Disoccupazione, in Italia a rischio 1,5 milioni di posti di lavoro entro il 2020

L'emergenza sanitaria ha fatti schizzare la disoccupazione in Italia: spazzati via i progressi fatti in dieci anni

L’Italia ha perso 500 mila posti di lavoro in tre mesi a causa del coronavirus. Lo affermano i dati dell’ultimo rapporto Ocse ‘Employment Outlook 2020: Facing the jobs crisis’, presentato all’Università Cattolica dal Dipartimento di Economia e Finanza e dal Centro di ricerca sul lavoro ‘Carlo Dell’Aringa’.
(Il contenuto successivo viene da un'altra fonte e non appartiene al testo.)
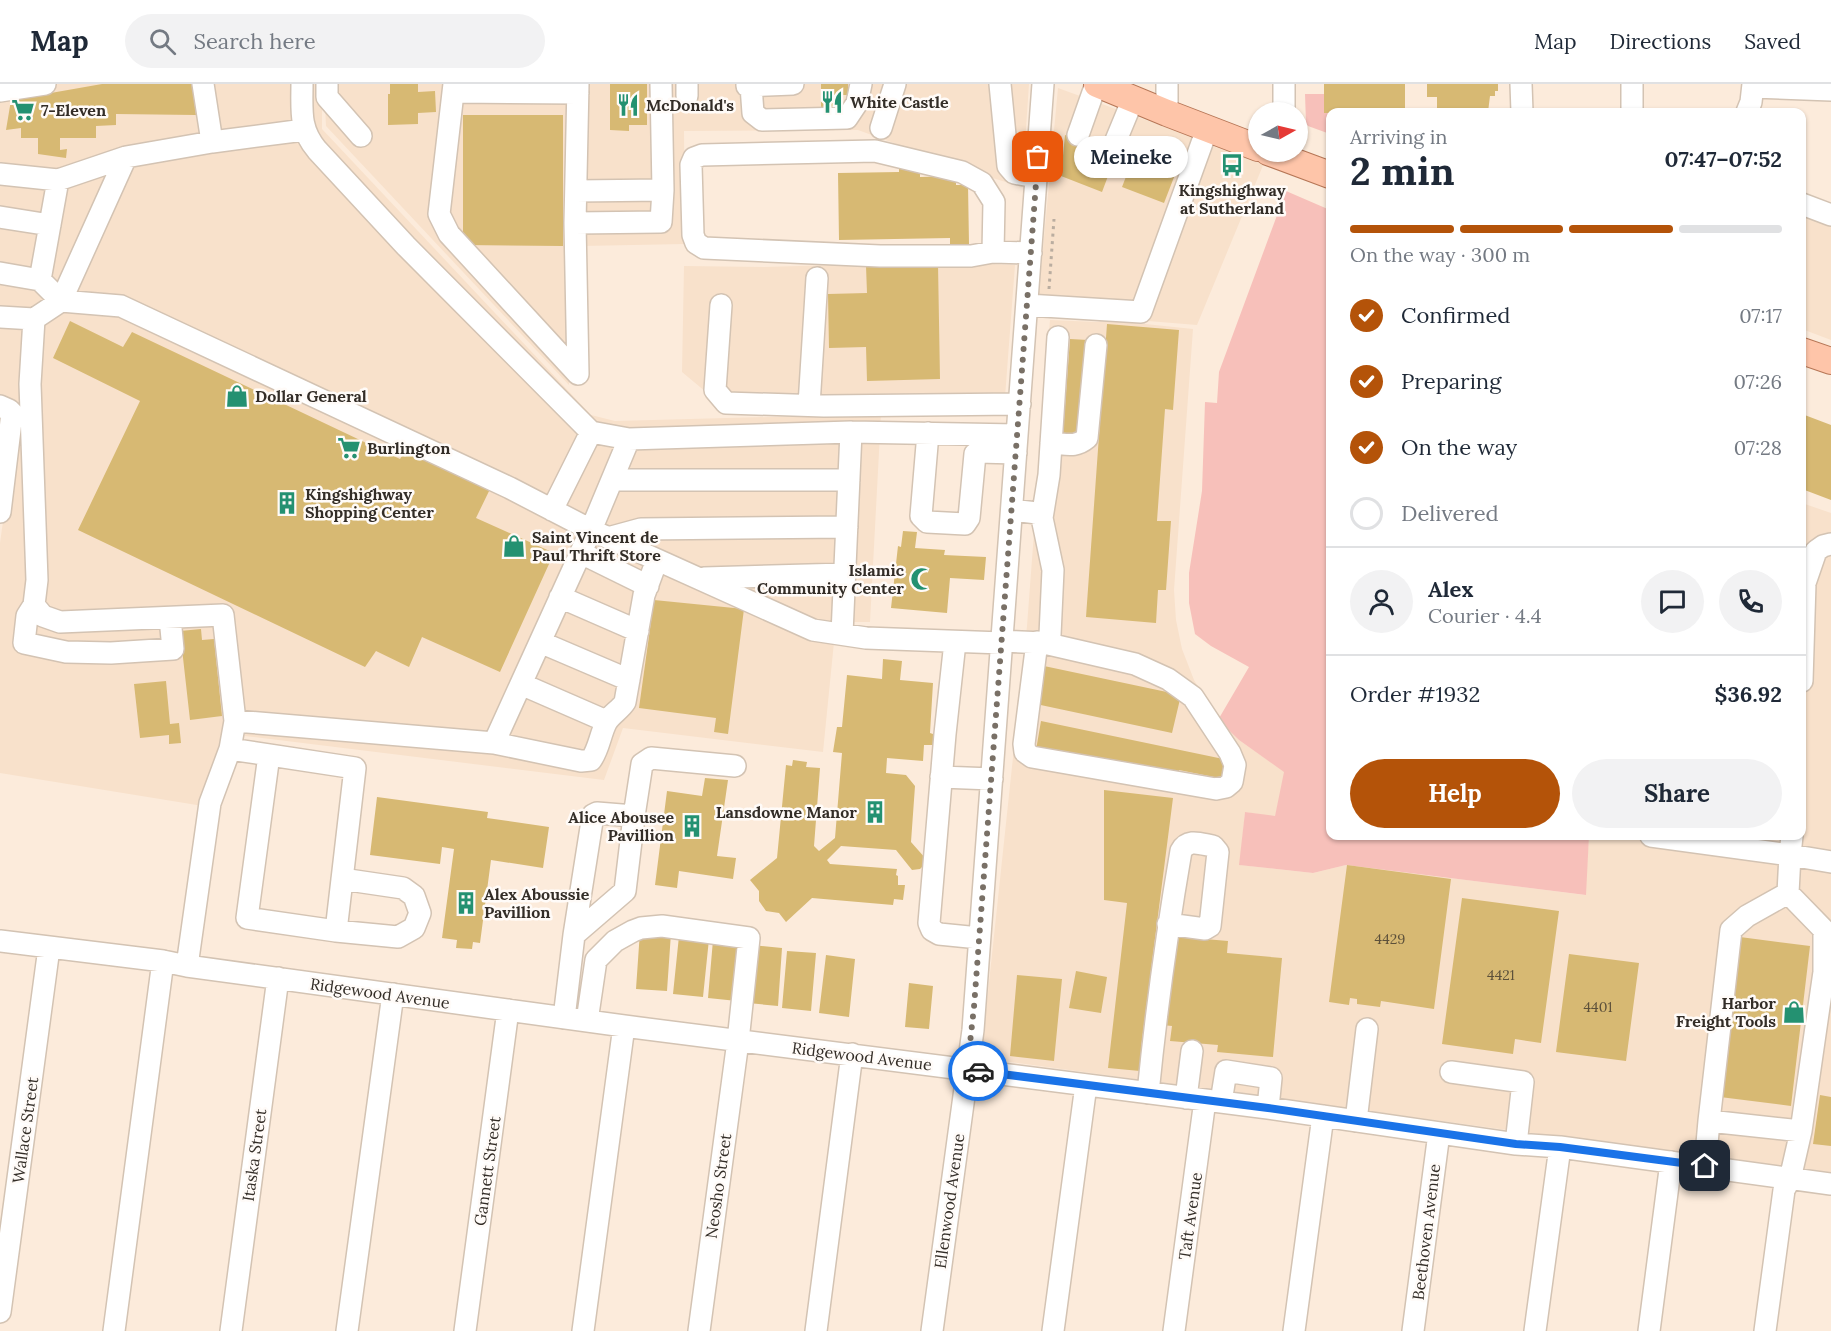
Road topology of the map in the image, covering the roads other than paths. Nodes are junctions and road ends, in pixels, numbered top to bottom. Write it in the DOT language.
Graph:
graph roads {
  1 [pos="45,84"];
  2 [pos="203,84"];
  3 [pos="302,84"];
  4 [pos="327,84"];
  5 [pos="661,84"];
  6 [pos="793,84"];
  7 [pos="861,84"];
  8 [pos="894,84"];
  9 [pos="1000,84"];
  10 [pos="1043,84"];
  11 [pos="1096,84"];
  12 [pos="1167,84"];
  13 [pos="1284,84"];
  14 [pos="1521,84"];
  15 [pos="1632,84"];
  16 [pos="749,85"];
  17 [pos="1753,86"];
  18 [pos="454,88"];
  19 [pos="578,88"];
  20 [pos="1831,90"];
  21 [pos="0,91"];
  22 [pos="1132,99"];
  23 [pos="1284,102"];
  24 [pos="1521,108"];
  25 [pos="1632,108"];
  26 [pos="1748,108"];
  27 [pos="1167,113"];
  28 [pos="881,128"];
  29 [pos="304,129"];
  30 [pos="1207,129"];
  31 [pos="1078,135"];
  32 [pos="361,136"];
  33 [pos="212,141"];
  34 [pos="1248,144"];
  35 [pos="1114,145"];
  36 [pos="126,158"];
  37 [pos="1297,162"];
  38 [pos="1326,173"];
  39 [pos="0,174"];
  40 [pos="1036,177"];
  41 [pos="58,180"];
  42 [pos="663,190"];
  43 [pos="576,191"];
  44 [pos="1806,206"];
  45 [pos="1831,215"];
  46 [pos="0,217"];
  47 [pos="575,223"];
  48 [pos="50,225"];
  49 [pos="993,252"];
  50 [pos="1031,254"];
  51 [pos="0,273"];
  52 [pos="816,278"];
  53 [pos="40,280"];
  54 [pos="61,301"];
  55 [pos="721,305"];
  56 [pos="1027,305"];
  57 [pos="0,317"];
  58 [pos="33,319"];
  59 [pos="1058,337"];
  60 [pos="1096,345"];
  61 [pos="1806,352"];
  62 [pos="1831,361"];
  63 [pos="1020,404"];
  64 [pos="809,405"];
  65 [pos="0,406"];
  66 [pos="591,432"];
  67 [pos="851,432"];
  68 [pos="928,433"];
  69 [pos="629,439"];
  70 [pos="1051,443"];
  71 [pos="1017,444"];
  72 [pos="612,480"];
  73 [pos="849,480"];
  74 [pos="552,510"];
  75 [pos="1012,510"];
  76 [pos="0,512"];
  77 [pos="1042,518"];
  78 [pos="847,527"];
  79 [pos="600,534"];
  80 [pos="1831,544"];
  81 [pos="581,553"];
  82 [pos="657,560"];
  83 [pos="844,574"];
  84 [pos="699,579"];
  85 [pos="1806,581"];
  86 [pos="648,586"];
  87 [pos="560,597"];
  88 [pos="34,605"];
  89 [pos="170,618"];
  90 [pos="638,631"];
  91 [pos="842,634"];
  92 [pos="540,642"];
  93 [pos="955,642"];
  94 [pos="1002,642"];
  95 [pos="1041,642"];
  96 [pos="629,680"];
  97 [pos="521,684"];
  98 [pos="235,721"];
  99 [pos="606,721"];
  100 [pos="494,743"];
  101 [pos="230,749"];
  102 [pos="269,755"];
  103 [pos="735,766"];
  104 [pos="941,777"];
  105 [pos="992,779"];
  106 [pos="634,816"];
  107 [pos="1714,840"];
  108 [pos="1791,845"];
  109 [pos="1831,862"];
  110 [pos="342,879"];
  111 [pos="1788,893"];
  112 [pos="1168,924"];
  113 [pos="336,931"];
  114 [pos="574,935"];
  115 [pos="980,938"];
  116 [pos="0,941"];
  117 [pos="49,948"];
  118 [pos="163,961"];
  119 [pos="187,966"];
  120 [pos="1827,972"];
  121 [pos="278,978"];
  122 [pos="393,994"];
  123 [pos="508,1010"];
  124 [pos="564,1018"];
  125 [pos="587,1021"];
  126 [pos="624,1026"];
  127 [pos="1367,1029"];
  128 [pos="738,1041"];
  129 [pos="1192,1051"];
  130 [pos="852,1054"];
  131 [pos="967,1070"];
  132 [pos="1451,1072"];
  133 [pos="1086,1085"];
  134 [pos="1148,1093"];
  135 [pos="1204,1100"];
  136 [pos="1268,1108"];
  137 [pos="1323,1116"];
  138 [pos="1356,1121"];
  139 [pos="1709,1121"];
  140 [pos="1801,1131"];
  141 [pos="1439,1133"];
  142 [pos="1516,1144"];
  143 [pos="1560,1147"];
  144 [pos="1671,1162"];
  145 [pos="1705,1166"];
  146 [pos="1790,1179"];
  147 [pos="1831,1184"];
  148 [pos="0,1312"];
  149 [pos="114,1331"];
  150 [pos="231,1331"];
  151 [pos="347,1331"];
  152 [pos="465,1331"];
  153 [pos="583,1331"];
  154 [pos="699,1331"];
  155 [pos="816,1331"];
  156 [pos="932,1331"];
  157 [pos="1053,1331"];
  158 [pos="1174,1331"];
  159 [pos="1294,1331"];
  160 [pos="1413,1331"];
  161 [pos="1535,1331"];
  162 [pos="1649,1331"];
  163 [pos="1765,1331"];
  1 -- 21 [label="street"];
  2 -- 33 [label="street"];
  3 -- 29 [label="street"];
  4 -- 32 [label="street"];
  5 -- 42 [label="street"];
  6 -- 16 [label="street"];
  7 -- 16 [label="street"];
  8 -- 28 [label="street"];
  9 -- 40 [label="street"];
  10 -- 40 [label="street, Ellenwood Avenue"];
  11 -- 22 [label="main road"];
  11 -- 31 [label="street"];
  12 -- 27 [label="street"];
  13 -- 23 [label="street"];
  14 -- 24 [label="street"];
  15 -- 25 [label="street"];
  17 -- 20 [label="street"];
  17 -- 26 [label="street"];
  18 -- 19 [label="street"];
  18 -- 47 [label="street"];
  19 -- 43 [label="street"];
  22 -- 27 [label="main road"];
  22 -- 35 [label="street"];
  27 -- 30 [label="main road"];
  29 -- 33 [label="street"];
  29 -- 66 [label="street"];
  30 -- 34 [label="main road"];
  30 -- 56 [label="street"];
  33 -- 36 [label="street"];
  36 -- 41 [label="street"];
  36 -- 54 [label="street"];
  37 -- 38 [label="main road"];
  39 -- 41 [label="street"];
  40 -- 50 [label="street, Ellenwood Avenue"];
  41 -- 48 [label="street"];
  42 -- 43 [label="street"];
  42 -- 47 [label="street"];
  43 -- 47 [label="street"];
  44 -- 45 [label="street"];
  46 -- 48 [label="street"];
  48 -- 53 [label="street"];
  49 -- 49 [label="street"];
  49 -- 50 [label="street"];
  50 -- 56 [label="street, Ellenwood Avenue"];
  51 -- 53 [label="street"];
  52 -- 64 [label="street"];
  53 -- 54 [label="street"];
  54 -- 58 [label="street"];
  54 -- 74 [label="street"];
  55 -- 64 [label="street"];
  56 -- 63 [label="street, Ellenwood Avenue"];
  57 -- 58 [label="street"];
  58 -- 88 [label="street"];
  59 -- 70 [label="street"];
  60 -- 70 [label="street"];
  61 -- 62 [label="main road"];
  63 -- 64 [label="street"];
  63 -- 71 [label="street, Ellenwood Avenue"];
  65 -- 76 [label="street"];
  66 -- 69 [label="street"];
  66 -- 74 [label="street"];
  67 -- 68 [label="street"];
  67 -- 69 [label="street"];
  67 -- 73 [label="street"];
  68 -- 71 [label="street"];
  68 -- 71 [label="street"];
  69 -- 72 [label="street"];
  70 -- 77 [label="street"];
  71 -- 75 [label="street, Ellenwood Avenue"];
  72 -- 73 [label="street"];
  72 -- 79 [label="street"];
  73 -- 78 [label="street"];
  74 -- 79 [label="street"];
  75 -- 77 [label="street"];
  75 -- 94 [label="street, Ellenwood Avenue"];
  77 -- 95 [label="street"];
  78 -- 79 [label="street"];
  78 -- 83 [label="street"];
  79 -- 81 [label="street"];
  79 -- 82 [label="street"];
  80 -- 85 [label="street"];
  81 -- 86 [label="street"];
  81 -- 87 [label="street"];
  82 -- 84 [label="street"];
  82 -- 86 [label="street"];
  83 -- 84 [label="street"];
  83 -- 91 [label="street"];
  84 -- 91 [label="street"];
  86 -- 90 [label="street"];
  87 -- 90 [label="street"];
  87 -- 92 [label="street"];
  88 -- 89 [label="street"];
  88 -- 89 [label="street"];
  89 -- 98 [label="street"];
  90 -- 96 [label="street"];
  91 -- 93 [label="street"];
  92 -- 96 [label="street"];
  92 -- 97 [label="street"];
  93 -- 94 [label="street"];
  93 -- 104 [label="street"];
  94 -- 95 [label="street"];
  94 -- 105 [label="street, Ellenwood Avenue"];
  95 -- 95 [label="street"];
  96 -- 99 [label="street"];
  97 -- 99 [label="street"];
  97 -- 100 [label="street"];
  98 -- 100 [label="street"];
  98 -- 101 [label="street"];
  99 -- 100 [label="street"];
  101 -- 102 [label="street"];
  101 -- 119 [label="street"];
  102 -- 110 [label="street"];
  102 -- 113 [label="street"];
  103 -- 106 [label="street"];
  104 -- 105 [label="street"];
  104 -- 115 [label="street"];
  105 -- 115 [label="street, Ellenwood Avenue"];
  106 -- 114 [label="street"];
  106 -- 114 [label="street"];
  107 -- 108 [label="street"];
  108 -- 109 [label="street"];
  108 -- 111 [label="street"];
  110 -- 113 [label="street"];
  110 -- 113 [label="street"];
  111 -- 120 [label="street"];
  111 -- 139 [label="street"];
  112 -- 134 [label="street"];
  114 -- 124 [label="street"];
  115 -- 131 [label="street, Ellenwood Avenue"];
  116 -- 117 [label="street, Ridgewood Avenue"];
  117 -- 118 [label="street, Ridgewood Avenue"];
  117 -- 148 [label="street, Wallace Street"];
  118 -- 119 [label="street, Ridgewood Avenue"];
  118 -- 149 [label="street"];
  119 -- 121 [label="street, Ridgewood Avenue"];
  120 -- 140 [label="street"];
  121 -- 122 [label="street, Ridgewood Avenue"];
  121 -- 150 [label="street, Itaska Street"];
  122 -- 123 [label="street, Ridgewood Avenue"];
  122 -- 151 [label="street"];
  123 -- 124 [label="street, Ridgewood Avenue"];
  123 -- 152 [label="street, Gannett Street"];
  124 -- 125 [label="street, Ridgewood Avenue"];
  125 -- 126 [label="street, Ridgewood Avenue"];
  125 -- 128 [label="street, Neosho Street"];
  126 -- 128 [label="street, Ridgewood Avenue"];
  126 -- 153 [label="street"];
  127 -- 138 [label="street"];
  128 -- 130 [label="street, Ridgewood Avenue"];
  128 -- 154 [label="street, Neosho Street"];
  129 -- 135 [label="street"];
  130 -- 131 [label="street, Ridgewood Avenue"];
  130 -- 155 [label="street"];
  131 -- 133 [label="street, Ridgewood Avenue"];
  131 -- 156 [label="street, Ellenwood Avenue"];
  132 -- 142 [label="street"];
  133 -- 134 [label="street, Ridgewood Avenue"];
  133 -- 157 [label="street"];
  134 -- 135 [label="street, Ridgewood Avenue"];
  135 -- 136 [label="street, Ridgewood Avenue"];
  135 -- 136 [label="street"];
  135 -- 158 [label="street, Taft Avenue"];
  136 -- 137 [label="street, Ridgewood Avenue"];
  137 -- 138 [label="street, Ridgewood Avenue"];
  137 -- 159 [label="street"];
  138 -- 141 [label="street, Ridgewood Avenue"];
  139 -- 140 [label="street"];
  139 -- 145 [label="street"];
  140 -- 146 [label="street"];
  141 -- 142 [label="street, Ridgewood Avenue"];
  141 -- 160 [label="street, Beethoven Avenue"];
  142 -- 143 [label="street, Ridgewood Avenue"];
  143 -- 144 [label="street, Ridgewood Avenue"];
  143 -- 161 [label="street"];
  144 -- 145 [label="street, Ridgewood Avenue"];
  144 -- 162 [label="street"];
  145 -- 146 [label="street, Ridgewood Avenue"];
  146 -- 147 [label="street, Ridgewood Avenue"];
  146 -- 163 [label="street"];
}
Coronavirus e disoccupazione, i numeri dell’Italia

Secondo i ricercatori, questa flessione improvvisa avrebbe reso vani i progressi fatti negli ultimi 10 anni. In media nei 37 paesi Ocse il tasso di disoccupazione dal 2008 a oggi, dopo una relativamente lenta diminuzione dal picco del 2010, da inizio 2020 in cui si era arrivati al 5,3% è schizzato all’8,5%, ad aprile, e poi, all’8,4%, a maggio. La media, però, nasconde delle differenze. In Italia, uno dei Paesi più colpiti, così come in Portogallo e in Grecia il tasso di disoccupazione è addirittura sceso tra marzo e aprile. Questa flessione riflette un travaso verso l’inattività, non verso l’occupazione.

Nei prossimi mesi, avvertono però gli esperti, la crisi rischia di ampliare le disuguaglianze colpendo soprattutto i lavoratori più vulnerabili, compresi i giovani. La disoccupazione giovanile è già passata “dall’11,2% di febbraio al 17,6% di maggio. In Italia si rischia la perdita di quasi 1,5 milioni di posti di lavoro entro la fine del 2020, se ci sarà una seconda ondata di contagi.

Forte perdita occupazionale nonostante il divieto ai licenziamenti

Da evidenziare, sottolinea lo studio, la forte perdita occupazionale nonostante misure radicali come il divieto ai licenziamenti (ancora in vigore) e la cassa integrazione estesa a tutti. L’impatto iniziale del coronavirus si stima sia stato 10 volte tanto quello della crisi del 20082009 in Italia. La sospensione forzata di gran parte dell’attività economica, associata alle misure di lockdown adottate in molti paesi, ha infatti determinato una crisi economica senza precedenti.

Lo studio ha calcolato che in Europa l’intervento a sostegno dell’economia, quindi bonus e sgravi fiscali a sostegno di famiglie e imprese, sia stato di oltre il 3,5% del Pil dell’area, oltre naturalmente all’azione degli stabilizzatori automatici pari a un ammontare intorno al 5% del Pil. Ciononostante, nell’area Ocse, la caduta del Pil tra l’ultimo trimestre del 2019 e il secondo trimestre 2020 è stata pari più o meno al 15%”.